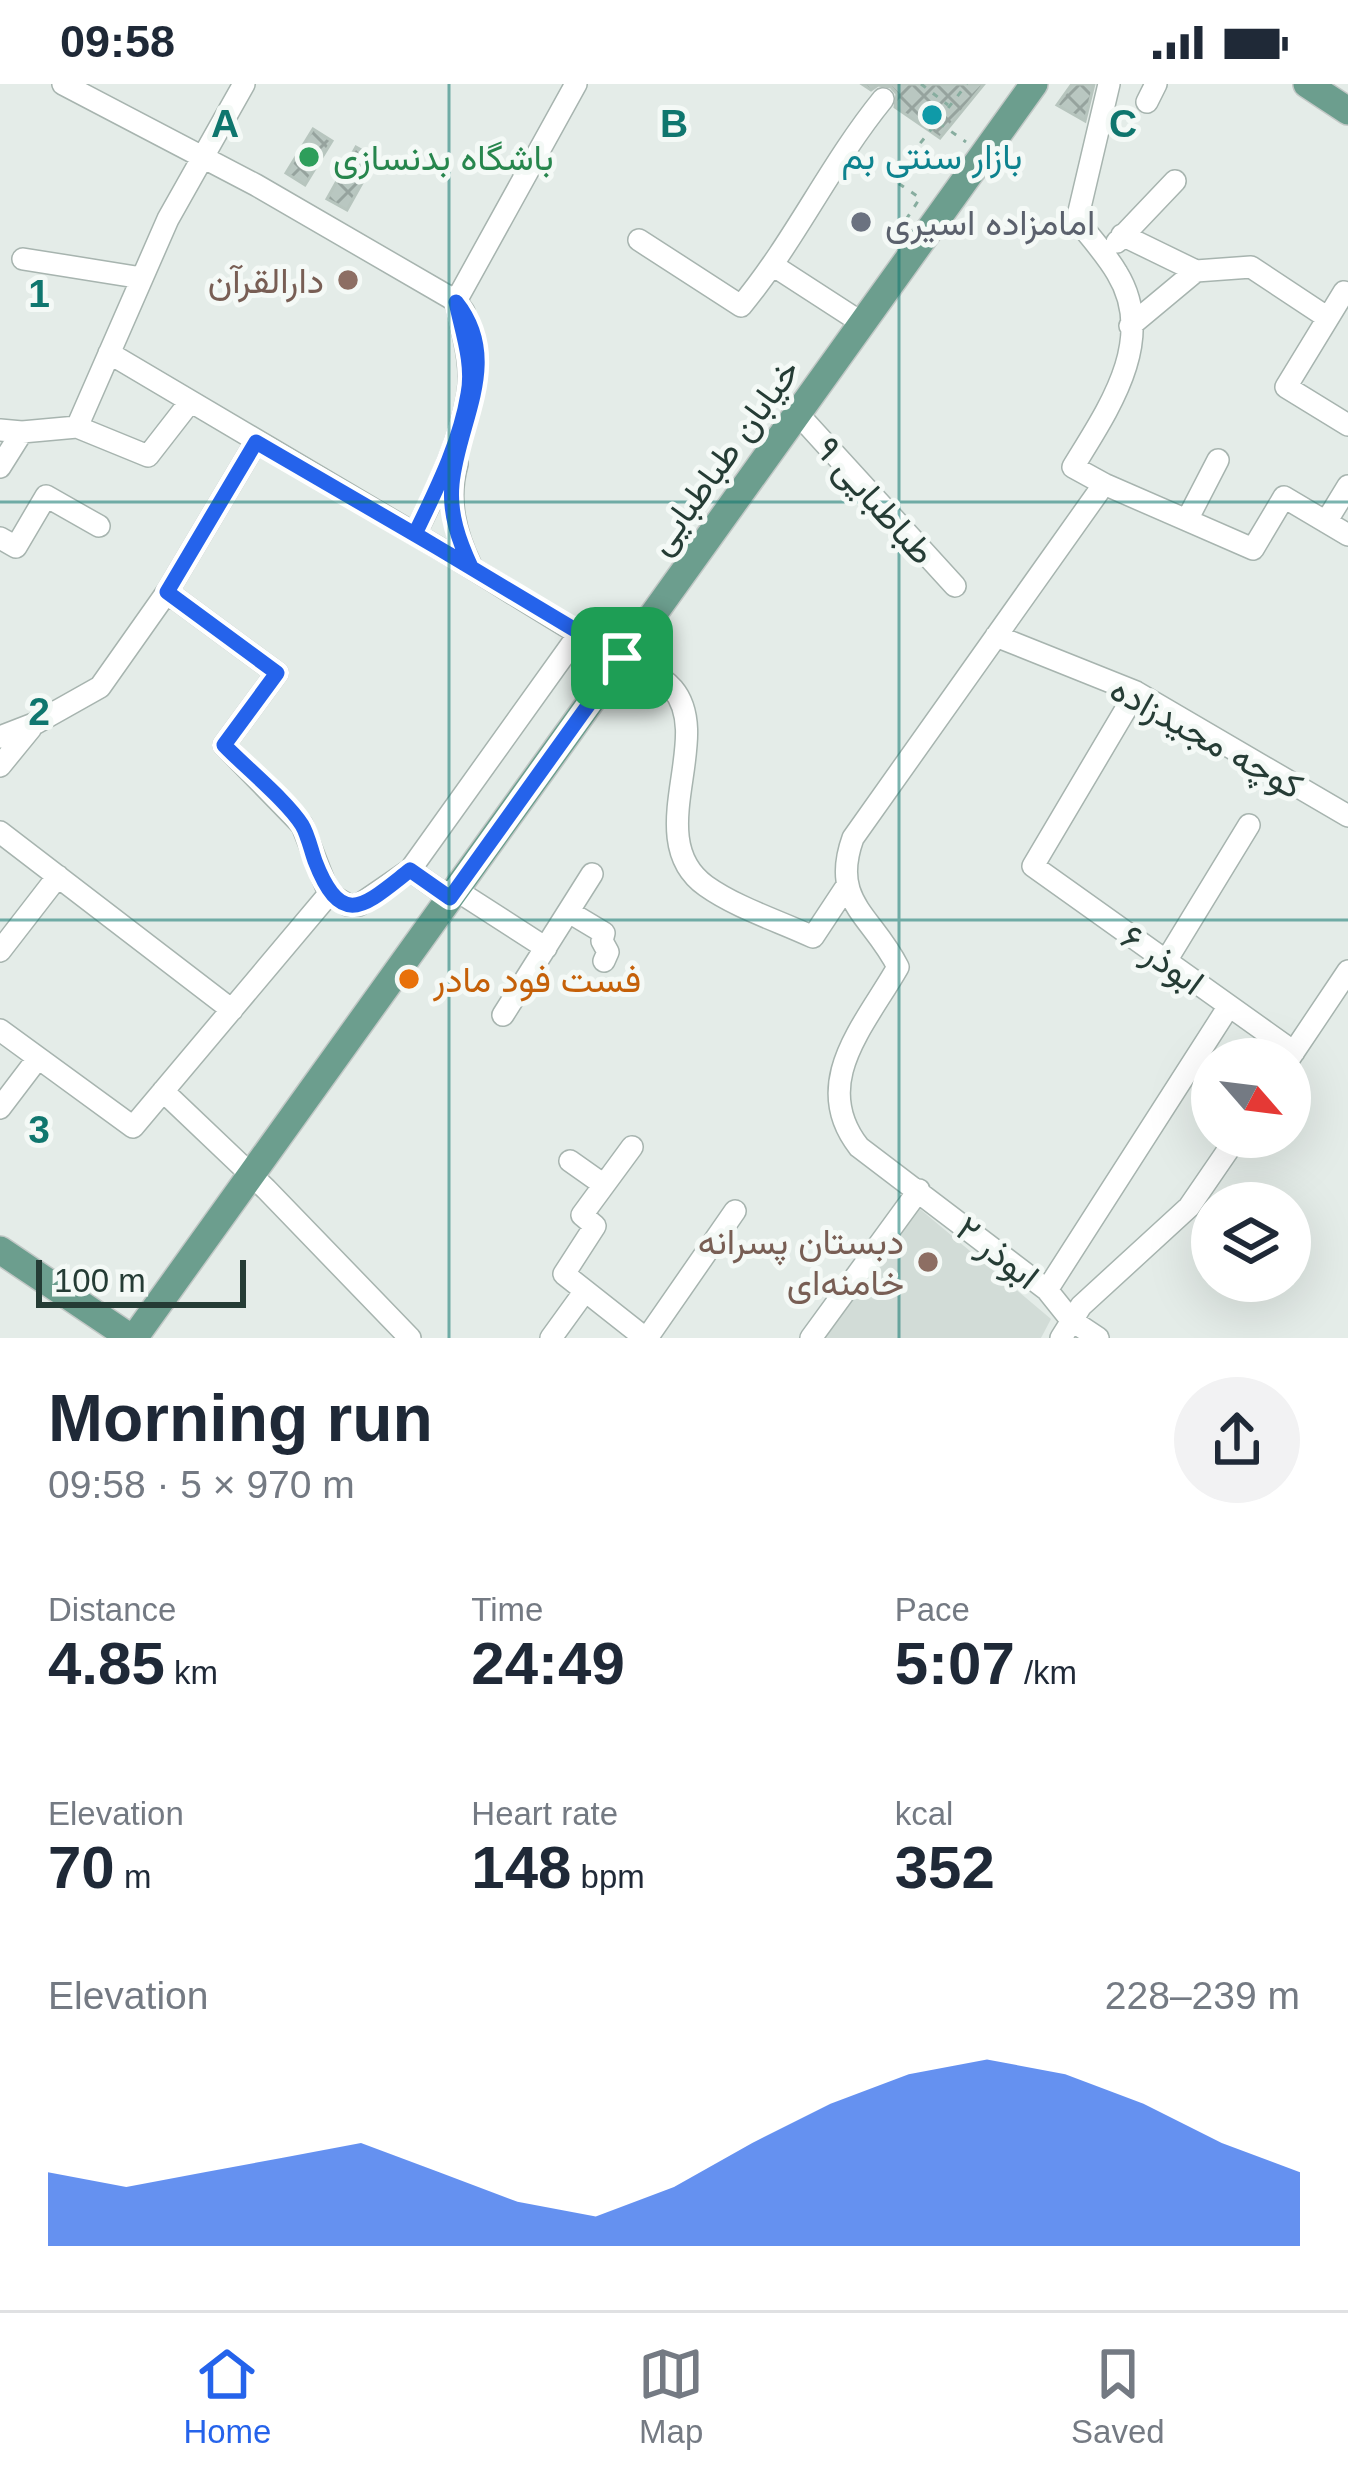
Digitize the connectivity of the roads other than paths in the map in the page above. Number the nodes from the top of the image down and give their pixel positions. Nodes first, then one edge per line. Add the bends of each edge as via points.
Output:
1 (62, 84) edge
2 (244, 84) edge
3 (577, 84) edge
4 (1034, 84) edge
5 (1109, 84) edge
6 (1307, 84) edge
7 (883, 99) dead end
8 (1348, 111) edge
9 (201, 155) junction
10 (1175, 181) dead end
11 (1122, 235) junction
12 (639, 240) dead end
13 (1105, 256) junction
14 (23, 259) dead end
15 (774, 266) junction
16 (1196, 271) junction
17 (142, 278) junction
18 (1346, 293) edge
19 (456, 302) junction
20 (1328, 318) junction
21 (862, 323) junction
22 (1130, 326) junction
23 (110, 353) junction
24 (190, 402) junction
25 (797, 413) junction
26 (1348, 425) edge
27 (77, 427) junction
28 (11, 431) edge
29 (256, 442) junction
30 (1217, 460) dead end
31 (0, 467) edge
32 (1104, 484) junction
33 (1348, 486) edge
34 (1187, 520) junction
35 (1326, 522) junction
36 (99, 526) dead end
37 (415, 534) junction
38 (1348, 535) edge
39 (0, 538) edge
40 (471, 567) junction
41 (955, 586) dead end
42 (167, 592) junction
43 (579, 634) junction
44 (996, 636) junction
45 (622, 658) junction
46 (1136, 692) junction
47 (35, 723) junction
48 (0, 737) edge
49 (0, 766) edge
50 (1348, 816) edge
51 (1249, 825) dead end
52 (0, 832) edge
53 (410, 870) junction
54 (592, 874) dead end
55 (58, 877) junction
56 (846, 887) junction
57 (329, 894) junction
58 (453, 894) junction
59 (568, 912) junction
60 (545, 948) junction
61 (0, 951) edge
62 (1166, 961) junction
63 (604, 962) dead end
64 (1348, 971) edge
65 (1229, 1006) junction
66 (232, 1010) junction
67 (503, 1015) dead end
68 (0, 1030) edge
69 (1270, 1038) edge
70 (1303, 1038) edge
71 (38, 1058) junction
72 (163, 1091) junction
73 (0, 1108) edge
74 (632, 1148) dead end
75 (1223, 1158) edge
76 (570, 1161) dead end
77 (251, 1175) junction
78 (604, 1185) junction
79 (919, 1190) junction
80 (735, 1211) dead end
81 (0, 1250) edge
82 (1047, 1290) junction
83 (585, 1291) junction
84 (1066, 1329) edge
85 (133, 1338) edge
86 (410, 1338) edge
87 (551, 1338) edge
88 (646, 1338) edge
89 (812, 1338) edge
90 (1098, 1338) edge

1 - 9 street
2 - 9 street
3 - 19 street
4 - 21 main road, خیابان طباطبایی
5 - 13 street via 1077,220
6 - 8 main road
7 - 15 street
9 - 17 street
9 - 19 street
10 - 11 street
11 - 13 street
11 - 16 street
12 - 15 street via 741,306
13 - 22 street via 1120,276
14 - 17 street
15 - 21 street
16 - 20 street via 1251,268
16 - 22 street
17 - 23 street
18 - 20 street
19 - 37 street via 469,392
19 - 40 street via 469,318 478,358 452,484 458,539
20 - 26 street via 1286,387
21 - 25 main road, خیابان طباطبایی
22 - 32 street via 1121,389 1073,466
23 - 24 street
23 - 27 street
24 - 27 street via 148,456
24 - 29 street
25 - 41 street, طباطبایی ۹
25 - 45 main road, خیابان طباطبایی
27 - 28 street
28 - 31 street
29 - 37 street
29 - 42 street
30 - 34 street
32 - 34 street
32 - 44 street
33 - 35 street
34 - 35 street via 1253,549 1284,497
35 - 38 street
36 - 39 street via 46,496 16,547
37 - 40 street
40 - 43 street
42 - 47 street via 100,687
42 - 57 street via 277,673 224,745 302,825
43 - 45 street
43 - 53 street
44 - 46 street, کوچه مجیدزاده
44 - 56 street via 853,838
45 - 56 street via 675,691 687,758 678,831 703,885 814,937
45 - 58 main road, خیابان طباطبایی
46 - 50 street, کوچه مجیدزاده
46 - 62 street, ابوذر ۶ via 1033,866
47 - 48 street
47 - 49 street
51 - 62 street
52 - 55 street
53 - 57 street via 359,905
53 - 58 street
54 - 59 street
55 - 61 street
55 - 66 street
56 - 79 street, ابوذر ۲ via 898,967 840,1068 838,1111 859,1147
57 - 66 street
58 - 60 street
58 - 77 main road, خیابان طباطبایی
59 - 60 street
59 - 63 street via 604,933
60 - 67 street
62 - 65 street, ابوذر ۶
64 - 70 street
65 - 69 street, ابوذر ۶
65 - 82 street
66 - 72 street
68 - 71 street
71 - 72 street via 134,1127
71 - 73 street
72 - 77 street
74 - 78 street
75 - 84 street via 1190,1207
76 - 78 street
77 - 85 main road, خیابان طباطبایی
77 - 86 street
78 - 83 street via 582,1215 596,1226 564,1274
79 - 82 street, ابوذر ۲
79 - 89 street
80 - 88 street
81 - 85 main road
82 - 84 street, ابوذر ۲
83 - 87 street
83 - 88 street
84 - 90 street, ابوذر ۲

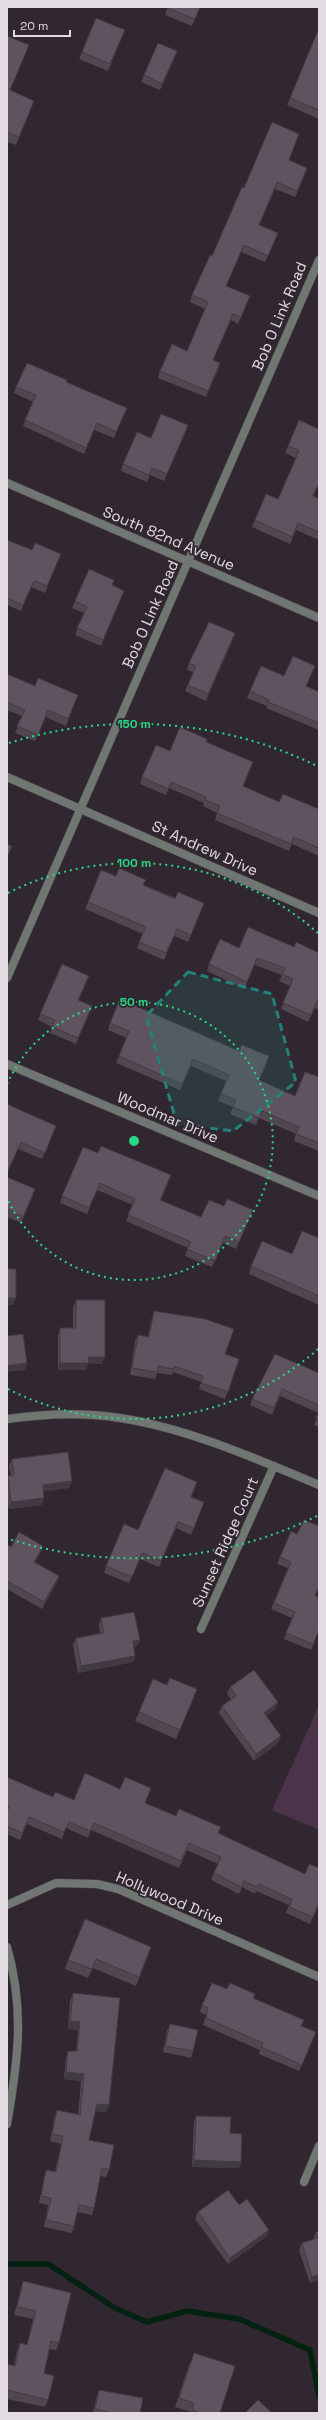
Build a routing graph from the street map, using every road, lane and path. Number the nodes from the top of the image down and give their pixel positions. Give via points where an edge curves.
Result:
1 (319, 260) edge
2 (7, 483) edge
3 (188, 562) junction
4 (319, 618) edge
5 (7, 777) edge
6 (80, 809) junction
7 (319, 913) edge
8 (7, 978) edge
9 (7, 1064) edge
10 (319, 1196) edge
11 (7, 1419) edge
12 (274, 1466) junction
13 (319, 1485) edge
14 (202, 1629) dead end
15 (7, 1905) edge
16 (7, 1947) edge
17 (319, 1978) edge
18 (7, 2124) edge
19 (319, 2146) edge
20 (304, 2182) dead end

1 - 3 street, Bob O Link Road
2 - 3 street, South 82nd Avenue
3 - 4 street, South 82nd Avenue
3 - 6 street, Bob O Link Road
5 - 6 street, St Andrew Drive
6 - 7 street, St Andrew Drive
6 - 8 street, Bob O Link Road
9 - 10 street, Woodmar Drive
11 - 12 street via 73,1416 120,1418 197,1437
12 - 13 street
12 - 14 street, Sunset Ridge Court
15 - 17 street, Hollywood Drive via 56,1883 97,1884 118,1889
16 - 18 street via 18,2001 19,2034
19 - 20 street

• [What is expected]: Report each line of the material above where the word "points" appears.

• [Solution to the exercise]:
Digitize the connectivity of the roads other than paths in the map in the page above. Number the nodes from the top of the image down and give their pixel positions. Nodes first, then one edge per line. Add the bends of each edge as via points.
Build a routing graph from the street map, using every road, lane and path. Number the nodes from the top of the image down and give their pixel positions. Give via points where an edge curves.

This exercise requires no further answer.